Director's Lecture Series: The Partition of India: after 75 years who owns the narrative?

Key information

Date
Time
5:30 pm to 7:00 pm
Venue
Online
Event type
Lecture & Event highlights

About this event

Speakers: Mr Salil Tripathi and Dr Aditi Kumar

Last year marked 75 years since the Partition of India. As writer and author Salil Tripathi reflected in Foreign Policy, when Jawaharlal Nehru addressed the nation in August 1947 with his “tryst with destiny” speech it was remarkable for its awareness of the task that lay ahead for his nation. Yet in contrast today, under Modi’s leadership, the narrative is undergoing a shift and India’s secular, liberal founders such as Nehru are increasingly lost from view.

As a new generation emerges, the stories, experience and intergenerational memories are arguably evolving. In this next SOAS Director’s Lecture Series we ask - how is this period of history remembered 75 years later – and who owns the narrative?

Salil Tripathi, author of The Colonel Who Would Not Repent: The Bangladesh War and its Unquiet Legacy, long-listed for the non-fiction award at the Tata Literature Live Festival in Mumbai in 2016, joins the art historian and cultural practitioner Dr Aditi Kumar, who has worked with the Kashmir diaspora in the UK to redefine the intellectual scope of art history as a discipline, to discuss the Partition of India with a focus on memory, new perspectives and the changing narratives.

The SOAS Director’s Lecture Series focuses on the planetary questions of our time and how to enable a collective human response. In this historical moment, all of our big challenges – pandemics, climate change, inequality, social and political polarisation – are transnational in character and require a cohering of the human community.

Speaker biographies

Mr Salil Tripathi is the author of The Colonel Who Would Not Repent: The Bangladesh War and its Unquiet Legacy (Yale, 2016) which was long-listed for the non-fiction award at the Tata Literature Live Festival in Mumbai in 2016. He has also written a collection of travel writing , Detours: Songs of the Open Road (Tranquebar, 2015), and a book on threats to freedom of expression from Hindu nationalism, Offence: The Hindu Case (Seagull, 2009). His next book is about the Gujaratis. He has also co-edited For, In Your Tongue, I Cannot Fit, (Context, 2022) with the artist Shilpa Gupta, about imprisoned poets through centuries.

His journalism has won awards in Asia and the United States and he has been published widely in the UK, the US, India, and elsewhere. He has written academic papers on business and human rights at peer-reviewed journals and contributed chapters in books on business and human rights. Born in Mumbai, he has lived in Singapore, Hong Kong, London, and is now based in New York. He was educated at Sydenham College in Mumbai and Tuck School for Business at Dartmouth College in the United States.

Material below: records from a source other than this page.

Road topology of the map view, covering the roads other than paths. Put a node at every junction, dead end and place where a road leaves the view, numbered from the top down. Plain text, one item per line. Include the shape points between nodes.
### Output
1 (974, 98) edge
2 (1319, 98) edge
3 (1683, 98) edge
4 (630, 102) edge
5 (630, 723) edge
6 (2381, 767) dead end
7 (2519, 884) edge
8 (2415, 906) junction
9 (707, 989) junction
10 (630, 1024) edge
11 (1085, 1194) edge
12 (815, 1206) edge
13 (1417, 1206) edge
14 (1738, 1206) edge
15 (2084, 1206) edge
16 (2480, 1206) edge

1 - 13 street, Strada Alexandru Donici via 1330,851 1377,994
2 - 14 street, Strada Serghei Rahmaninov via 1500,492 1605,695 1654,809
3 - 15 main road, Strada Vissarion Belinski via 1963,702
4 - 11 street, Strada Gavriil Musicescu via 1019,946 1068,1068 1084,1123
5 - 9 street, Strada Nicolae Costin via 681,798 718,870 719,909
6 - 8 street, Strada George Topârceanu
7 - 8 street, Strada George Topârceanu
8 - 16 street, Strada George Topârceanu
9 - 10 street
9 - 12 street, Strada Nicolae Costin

Dr Aditi Kumar is an Art historian and Cultural practitioner. Her scholarship interrogates the role of art and culture in the formation of postcolonial nation-states and national as well as regional identities of the Global South. In particular, she has worked to redefine the intellectual scope of art history as a discipline, with reference to the Caribbean, South Asia and diaspora communities in Europe specifically in the UK - particularly the Jammu and Kashmir diaspora living in the UK. Dr Kumar has also shown how scholarship may interact more creatively with global histories, museum and exhibition curation, cultural policy and the public understanding of art. Through public and academic engagement as an academic fellow at Warwick Interdisciplinary Research Centre for International Development (PAIS), she is in the process of materialising her research in a manuscript. Dr Kumar also teaches as a part-time lecturer in Humanities & Social Sciences at the University of Roehampton, London.